On Jun 8, 9:35*am, Abu Yahya <abu_ya...@invalid.com> wrote:
> A small application that I'm making requires me to store very long
> strings (>1000 characters) in a database.
>
> I will need to use these strings later to compare for equality to
> incoming strings from another application. I will also want to add some
> of the incoming strings to the storage, if they meet certain criteria.
>
> For my application, I get a feeling that storing these strings in my
> table will be a waste of space, and will impact performance due to
> retrieval and storage times, as well as comparison times.
>
> I considered using an SHA-512 hash of these strings and storing them in
> the database. However, while these will save on storage space, it will
> take time to do the hashing before comparing an incoming string. So I'm
> still wasting time. (Collisions due to hashing will not be a problem,
> since an occasional false positive will not be fatal for my application).
>
> What would be the best approach?
If it's that relevant that you're asking, measure first to see if it's
a problem. If you're that concerned that it will be, then code a
number of reasonable alternatives and measure.

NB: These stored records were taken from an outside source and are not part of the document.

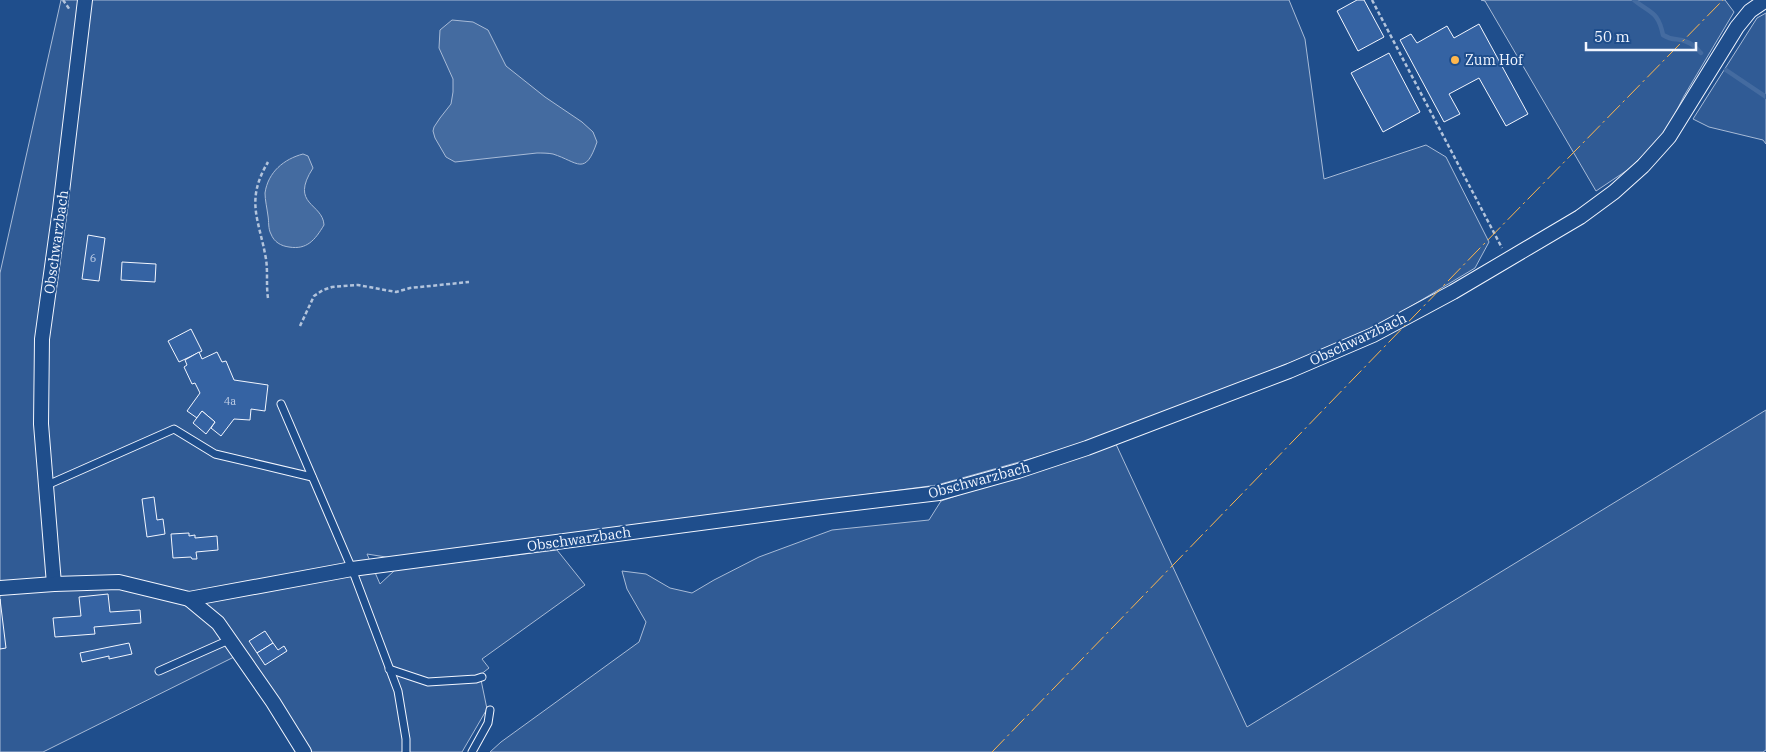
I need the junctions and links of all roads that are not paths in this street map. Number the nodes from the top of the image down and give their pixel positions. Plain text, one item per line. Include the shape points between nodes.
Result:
1 (85, 0) edge
2 (1766, 0) edge
3 (281, 404) dead end
4 (312, 477) junction
5 (45, 486) junction
6 (352, 569) junction
7 (54, 584) junction
8 (0, 588) edge
9 (190, 599) junction
10 (229, 640) junction
11 (389, 669) junction
12 (159, 670) dead end
13 (482, 676) dead end
14 (490, 710) dead end
15 (304, 752) edge
16 (406, 752) edge
17 (472, 752) edge

1 - 5 street, Obschwarzbach via 42,339 40,402
2 - 6 street, Obschwarzbach via 1750,10 1737,27 1669,137 1614,192 1580,217 1453,292 1373,335 1289,371 1087,448 938,493
3 - 4 lane
4 - 5 lane via 215,454 174,429
4 - 6 lane
5 - 7 street, Obschwarzbach
6 - 9 street, Obschwarzbach
6 - 11 lane
7 - 8 street, Obschwarzbach
7 - 9 street, Obschwarzbach via 119,582
9 - 10 street, Obschwarzbach via 218,623
10 - 12 lane
10 - 15 street, Obschwarzbach
11 - 13 lane via 428,682
11 - 16 lane via 398,691
14 - 17 lane via 488,723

Presumably you need to do a Map lookup on the incoming strings. I
thought about some itern scheme, but that won't work if you're
receiving a lot of incoming new strings. Storing hashs could work. Do
you need to store the strings in a database? If you can store them
locally, maybe a trie?
http://en.wikipedia.org/wiki/Trie
I somewhat doubt (maybe?) that you're going to get much better lookup
performance than a trie (but of course I would measure too).